Quando la QSSA è giustificata?

Quando l’intermedio è presente a concentrazione molto bassa rispetto ai reagenti e ai prodotti, perché si forma lentamente ma si consuma molto rapidamente. La condizione tecnica è che il denominatore nella formula di [C]_SS sia molto maggiore del numeratore. Questa situazione è tipica dei radicali, dei complessi enzimatici e di altri intermedi ad alta reattività.

Qual è la differenza tra QSSA e approssimazione dell’equilibrio rapido?

L’approssimazione dell’equilibrio rapido è più restrittiva: assume che lo stadio precedente all’intermedio sia in rapido equilibrio, e ricava la sua concentrazione dalla costante di equilibrio.
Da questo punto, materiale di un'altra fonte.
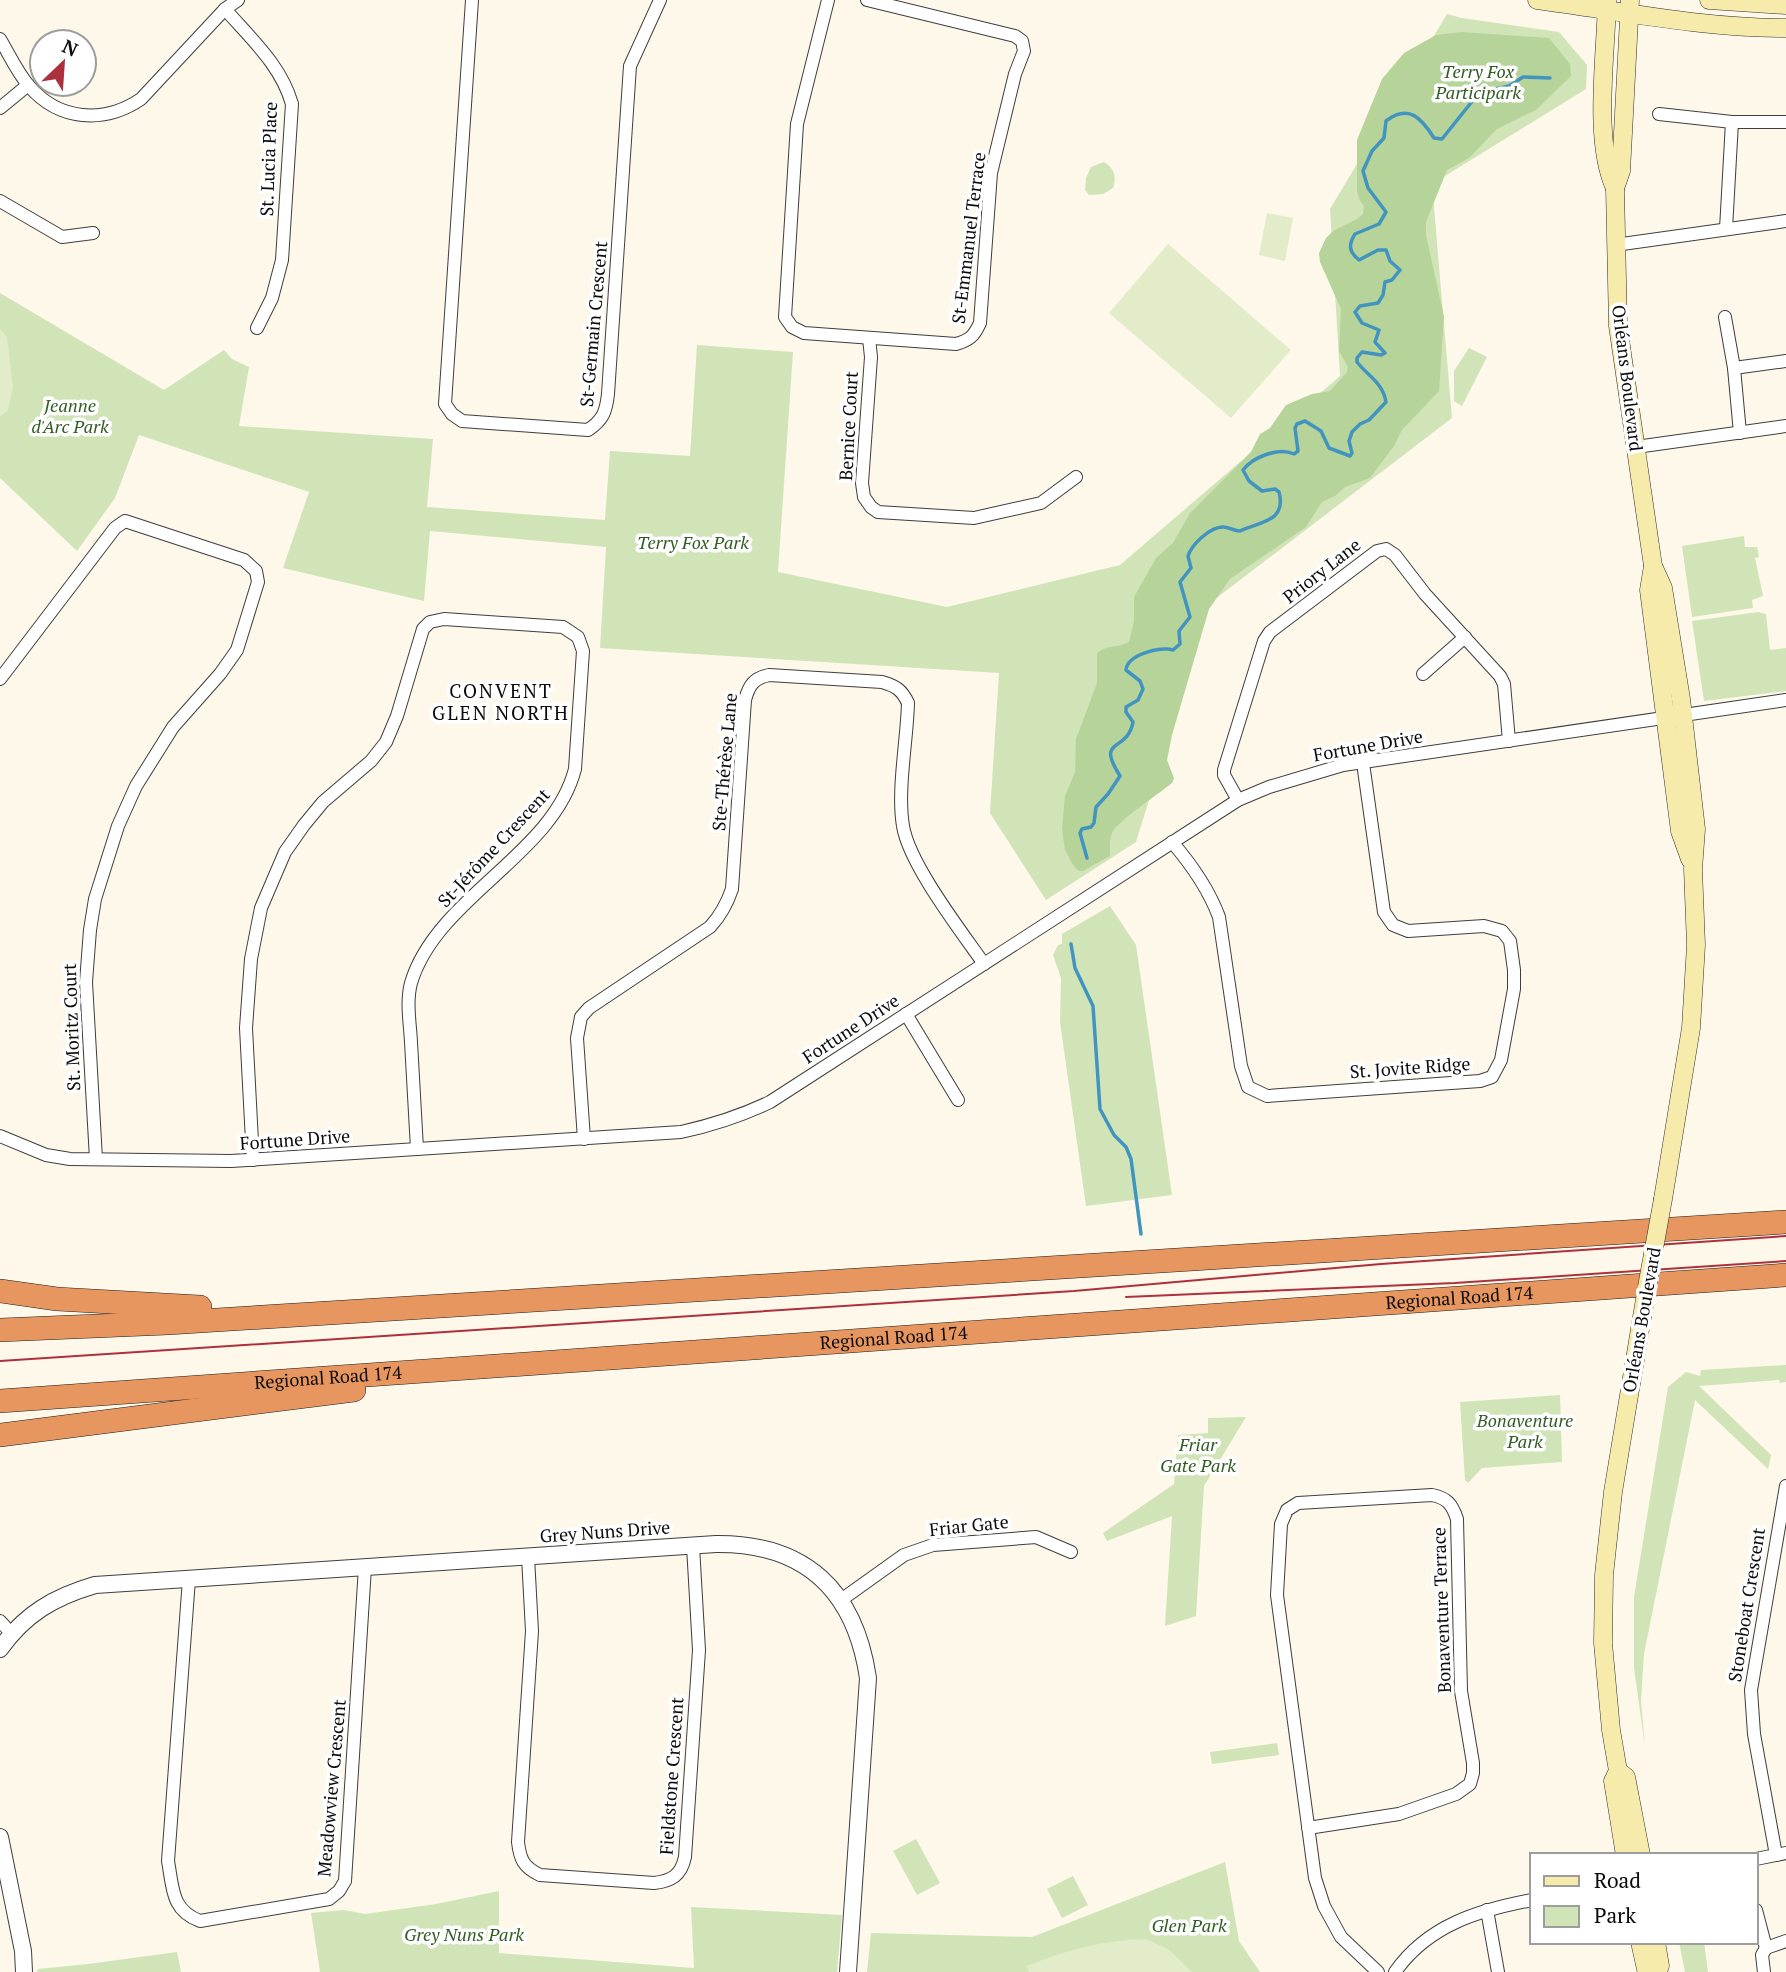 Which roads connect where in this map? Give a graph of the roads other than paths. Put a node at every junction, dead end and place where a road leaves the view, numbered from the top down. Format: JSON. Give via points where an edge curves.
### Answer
{"nodes":[{"id":1,"x":238,"y":0,"type":"edge"},
{"id":2,"x":472,"y":0,"type":"edge"},
{"id":3,"x":660,"y":0,"type":"edge"},
{"id":4,"x":828,"y":0,"type":"edge"},
{"id":5,"x":867,"y":0,"type":"edge"},
{"id":6,"x":1537,"y":0,"type":"edge"},
{"id":7,"x":1709,"y":0,"type":"edge"},
{"id":8,"x":1786,"y":5,"type":"edge"},
{"id":9,"x":1607,"y":6,"type":"edge"},
{"id":10,"x":1629,"y":8,"type":"edge"},
{"id":11,"x":225,"y":9,"type":"junction"},
{"id":12,"x":1786,"y":28,"type":"edge"},
{"id":13,"x":0,"y":39,"type":"edge"},
{"id":14,"x":28,"y":85,"type":"joint"},
{"id":15,"x":41,"y":98,"type":"edge"},
{"id":16,"x":0,"y":108,"type":"edge"},
{"id":17,"x":1659,"y":114,"type":"dead end"},
{"id":18,"x":1732,"y":122,"type":"junction"},
{"id":19,"x":1786,"y":122,"type":"edge"},
{"id":20,"x":1615,"y":188,"type":"junction"},
{"id":21,"x":0,"y":201,"type":"edge"},
{"id":22,"x":1786,"y":221,"type":"edge"},
{"id":23,"x":1726,"y":229,"type":"junction"},
{"id":24,"x":93,"y":233,"type":"dead end"},
{"id":25,"x":1615,"y":245,"type":"junction"},
{"id":26,"x":1725,"y":317,"type":"dead end"},
{"id":27,"x":257,"y":328,"type":"dead end"},
{"id":28,"x":869,"y":338,"type":"junction"},
{"id":29,"x":1786,"y":360,"type":"edge"},
{"id":30,"x":1734,"y":368,"type":"junction"},
{"id":31,"x":1786,"y":426,"type":"edge"},
{"id":32,"x":1740,"y":433,"type":"junction"},
{"id":33,"x":1636,"y":447,"type":"junction"},
{"id":34,"x":1076,"y":477,"type":"dead end"},
{"id":35,"x":1465,"y":637,"type":"junction"},
{"id":36,"x":1423,"y":674,"type":"dead end"},
{"id":37,"x":0,"y":679,"type":"edge"},
{"id":38,"x":1786,"y":700,"type":"edge"},
{"id":39,"x":1675,"y":718,"type":"junction"},
{"id":40,"x":1509,"y":741,"type":"junction"},
{"id":41,"x":1363,"y":763,"type":"junction"},
{"id":42,"x":1238,"y":800,"type":"junction"},
{"id":43,"x":1172,"y":842,"type":"junction"},
{"id":44,"x":984,"y":964,"type":"junction"},
{"id":45,"x":906,"y":1014,"type":"junction"},
{"id":46,"x":958,"y":1100,"type":"dead end"},
{"id":47,"x":0,"y":1136,"type":"edge"},
{"id":48,"x":584,"y":1139,"type":"junction"},
{"id":49,"x":417,"y":1149,"type":"junction"},
{"id":50,"x":96,"y":1159,"type":"junction"},
{"id":51,"x":253,"y":1160,"type":"junction"},
{"id":52,"x":1786,"y":1222,"type":"edge"},
{"id":53,"x":1786,"y":1275,"type":"edge"},
{"id":54,"x":0,"y":1290,"type":"edge"},
{"id":55,"x":584,"y":1297,"type":"junction"},
{"id":56,"x":0,"y":1330,"type":"edge"},
{"id":57,"x":590,"y":1359,"type":"junction"},
{"id":58,"x":0,"y":1401,"type":"edge"},
{"id":59,"x":0,"y":1435,"type":"edge"},
{"id":60,"x":1786,"y":1486,"type":"edge"},
{"id":61,"x":693,"y":1546,"type":"junction"},
{"id":62,"x":1071,"y":1552,"type":"dead end"},
{"id":63,"x":528,"y":1556,"type":"junction"},
{"id":64,"x":365,"y":1567,"type":"junction"},
{"id":65,"x":189,"y":1580,"type":"junction"},
{"id":66,"x":841,"y":1600,"type":"junction"},
{"id":67,"x":6,"y":1627,"type":"edge"},
{"id":68,"x":0,"y":1649,"type":"edge"},
{"id":69,"x":1618,"y":1770,"type":"junction"},
{"id":70,"x":1308,"y":1828,"type":"junction"},
{"id":71,"x":0,"y":1837,"type":"edge"},
{"id":72,"x":1625,"y":1853,"type":"edge"},
{"id":73,"x":1641,"y":1853,"type":"edge"},
{"id":74,"x":1781,"y":1854,"type":"edge"},
{"id":75,"x":1758,"y":1858,"type":"edge"},
{"id":76,"x":1530,"y":1900,"type":"edge"},
{"id":77,"x":1487,"y":1910,"type":"junction"},
{"id":78,"x":1758,"y":1918,"type":"edge"},
{"id":79,"x":1786,"y":1941,"type":"edge"},
{"id":80,"x":1640,"y":1944,"type":"edge"},
{"id":81,"x":1656,"y":1944,"type":"edge"},
{"id":82,"x":1766,"y":1948,"type":"junction"},
{"id":83,"x":24,"y":1972,"type":"edge"},
{"id":84,"x":848,"y":1972,"type":"edge"},
{"id":85,"x":1378,"y":1972,"type":"edge"},
{"id":86,"x":1395,"y":1972,"type":"edge"},
{"id":87,"x":1498,"y":1972,"type":"edge"},
{"id":88,"x":1649,"y":1972,"type":"edge"},
{"id":89,"x":1657,"y":1972,"type":"edge"},
{"id":90,"x":1765,"y":1972,"type":"edge"}],
"edges":[{"from":1,"to":11,"type":"street"},
{"from":2,"to":3,"type":"street","name":"St-Germain Crescent","via":[[445,404],[463,421],[587,430],[606,412],[630,66]]},
{"from":4,"to":28,"type":"street","name":"St-Emmanuel Terrace","via":[[797,124],[785,317],[804,333]]},
{"from":5,"to":28,"type":"street","name":"St-Emmanuel Terrace","via":[[1016,36],[1024,51],[991,173],[980,323],[975,336],[956,344]]},
{"from":6,"to":9,"type":"main road"},
{"from":7,"to":8,"type":"main road"},
{"from":9,"to":10,"type":"main road"},
{"from":9,"to":20,"type":"main road","name":"Orléans Boulevard","via":[[1604,126],[1606,170]]},
{"from":10,"to":12,"type":"main road","via":[[1753,28]]},
{"from":10,"to":20,"type":"main road","name":"Orléans Boulevard","via":[[1621,171]]},
{"from":11,"to":15,"type":"street","via":[[128,108],[99,117],[68,113]]},
{"from":11,"to":27,"type":"street","name":"St. Lucia Place","via":[[278,69],[292,104],[282,260],[272,298]]},
{"from":13,"to":14,"type":"street"},
{"from":14,"to":16,"type":"street"},
{"from":17,"to":18,"type":"street"},
{"from":18,"to":19,"type":"street"},
{"from":18,"to":23,"type":"street"},
{"from":20,"to":25,"type":"main road","name":"Orléans Boulevard"},
{"from":21,"to":24,"type":"street","via":[[62,237]]},
{"from":22,"to":23,"type":"street"},
{"from":23,"to":25,"type":"street"},
{"from":25,"to":33,"type":"main road","name":"Orléans Boulevard","via":[[1618,326]]},
{"from":26,"to":30,"type":"street"},
{"from":28,"to":34,"type":"street","name":"Bernice Court","via":[[862,483],[864,497],[878,512],[974,519],[1041,503]]},
{"from":29,"to":30,"type":"street"},
{"from":30,"to":32,"type":"street"},
{"from":31,"to":32,"type":"street"},
{"from":32,"to":33,"type":"street"},
{"from":33,"to":39,"type":"main road","name":"Orléans Boulevard","via":[[1653,566],[1663,588]]},
{"from":35,"to":36,"type":"street"},
{"from":35,"to":40,"type":"street","name":"Priory Lane","via":[[1504,684]]},
{"from":35,"to":42,"type":"street","name":"Priory Lane","via":[[1395,555],[1377,551],[1269,632],[1224,770]]},
{"from":37,"to":50,"type":"street","name":"St. Moritz Court","via":[[125,521],[244,560],[256,571],[256,593],[237,650],[155,753],[127,806],[103,869],[90,930],[86,982]]},
{"from":38,"to":39,"type":"street","name":"Fortune Drive"},
{"from":39,"to":40,"type":"street","name":"Fortune Drive"},
{"from":39,"to":69,"type":"main road","name":"Orléans Boulevard","bridge":true,"via":[[1681,831],[1693,869],[1696,945],[1691,1028],[1612,1492],[1604,1575],[1603,1643]]},
{"from":40,"to":41,"type":"street","name":"Fortune Drive"},
{"from":41,"to":42,"type":"street","name":"Fortune Drive","via":[[1319,771]]},
{"from":41,"to":43,"type":"street","name":"St. Jovite Ridge","via":[[1384,912],[1393,925],[1408,930],[1484,926],[1502,931],[1510,941],[1514,989],[1501,1060],[1492,1077],[1267,1096],[1248,1087],[1219,917],[1199,877]]},
{"from":42,"to":43,"type":"street","name":"Fortune Drive"},
{"from":43,"to":44,"type":"street","name":"Fortune Drive"},
{"from":44,"to":45,"type":"street","name":"Fortune Drive"},
{"from":44,"to":48,"type":"street","name":"Ste-Thérèse Lane","via":[[908,844],[902,808],[908,703],[902,691],[883,682],[759,677],[748,687],[745,700],[734,869],[727,903],[710,926],[581,1017],[577,1038]]},
{"from":45,"to":46,"type":"street"},
{"from":45,"to":48,"type":"street","name":"Fortune Drive","via":[[744,1115],[681,1132]]},
{"from":47,"to":50,"type":"street","name":"Fortune Drive","via":[[46,1155]]},
{"from":48,"to":49,"type":"street","name":"Fortune Drive"},
{"from":49,"to":51,"type":"street","name":"Fortune Drive"},
{"from":49,"to":51,"type":"street","name":"St-Jérôme Crescent","via":[[408,997],[419,965],[434,938],[557,812],[571,786],[583,651],[578,637],[563,626],[430,622],[423,629],[386,742],[323,802],[285,852],[261,908],[251,959],[246,1051]]},
{"from":50,"to":51,"type":"street","name":"Fortune Drive"},
{"from":52,"to":55,"type":"highway"},
{"from":53,"to":57,"type":"highway","name":"Regional Road 174"},
{"from":54,"to":55,"type":"highway","via":[[70,1300],[226,1307]]},
{"from":55,"to":56,"type":"highway"},
{"from":57,"to":58,"type":"highway","name":"Regional Road 174"},
{"from":57,"to":59,"type":"highway"},
{"from":60,"to":74,"type":"street","name":"Stoneboat Crescent","via":[[1751,1690],[1754,1734]]},
{"from":61,"to":63,"type":"street","name":"Grey Nuns Drive"},
{"from":61,"to":63,"type":"street","name":"Fieldstone Crescent","via":[[699,1650],[685,1857],[677,1875],[654,1883],[540,1875],[529,1870],[519,1856],[533,1631]]},
{"from":61,"to":66,"type":"street","name":"Grey Nuns Drive","via":[[739,1544],[774,1551],[815,1573]]},
{"from":62,"to":66,"type":"street","name":"Friar Gate","via":[[1036,1537],[933,1545],[904,1555]]},
{"from":63,"to":64,"type":"street","name":"Grey Nuns Drive"},
{"from":64,"to":65,"type":"street","name":"Grey Nuns Drive"},
{"from":64,"to":65,"type":"street","name":"Meadowview Crescent","via":[[345,1881],[329,1899],[200,1921],[187,1916],[176,1901],[168,1861]]},
{"from":65,"to":67,"type":"street","name":"Grey Nuns Drive","via":[[95,1585],[68,1593]]},
{"from":66,"to":84,"type":"street","name":"Grey Nuns Drive","via":[[852,1616],[868,1678]]},
{"from":67,"to":68,"type":"street","name":"Grey Nuns Drive"},
{"from":69,"to":72,"type":"main road","name":"Orléans Boulevard","via":[[1613,1781]]},
{"from":69,"to":73,"type":"main road","name":"Orléans Boulevard","via":[[1626,1777]]},
{"from":70,"to":70,"type":"street","name":"Bonaventure Terrace","via":[[1399,1814],[1456,1794],[1470,1784],[1473,1763],[1461,1692],[1457,1519],[1448,1501],[1440,1497],[1298,1503],[1283,1517],[1276,1595]]},
{"from":70,"to":85,"type":"street","name":"Bonaventure Terrace","via":[[1324,1906],[1341,1937]]},
{"from":71,"to":83,"type":"street"},
{"from":74,"to":75,"type":"street"},
{"from":76,"to":77,"type":"street"},
{"from":77,"to":86,"type":"street","via":[[1438,1930]]},
{"from":77,"to":87,"type":"street"},
{"from":78,"to":82,"type":"street"},
{"from":79,"to":82,"type":"street"},
{"from":80,"to":88,"type":"main road"},
{"from":81,"to":89,"type":"main road"},
{"from":82,"to":90,"type":"street","via":[[1762,1955]]}]}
La QSSA è più generale e si applica ogni volta che l’intermedio resta basso, indipendentemente dalle velocità relative dei singoli stadi.

Come si usa la QSSA per ricavare la legge cinetica complessiva?

In quattro passi: (1) si identifica l’intermedio; (2) si pone d[intermedio]/dt = 0; (3) si risolve algebricamente per la concentrazione dell’intermedio; (4) si sostituisce nella legge dello stadio che porta al prodotto finale. Il risultato è una legge cinetica che non contiene la concentrazione dell’intermedio, esprimibile in termini di soli reagenti.

Perché dalla misura della velocità non si riesce a ottenere k‑₁ e k₂ separatamente?

Perché nella legge complessiva questi due compaiono solo nel denominatore come somma k‑₁ + k₂[D], oppure come rapporto k‑₁/k₂. Per separare i due valori serve misurare la concentrazione dell’intermedio in funzione del tempo, ad esempio con tecniche spettroscopiche ultrarapide, che permettono di rinunciare alla QSSA e risolvere il sistema completo.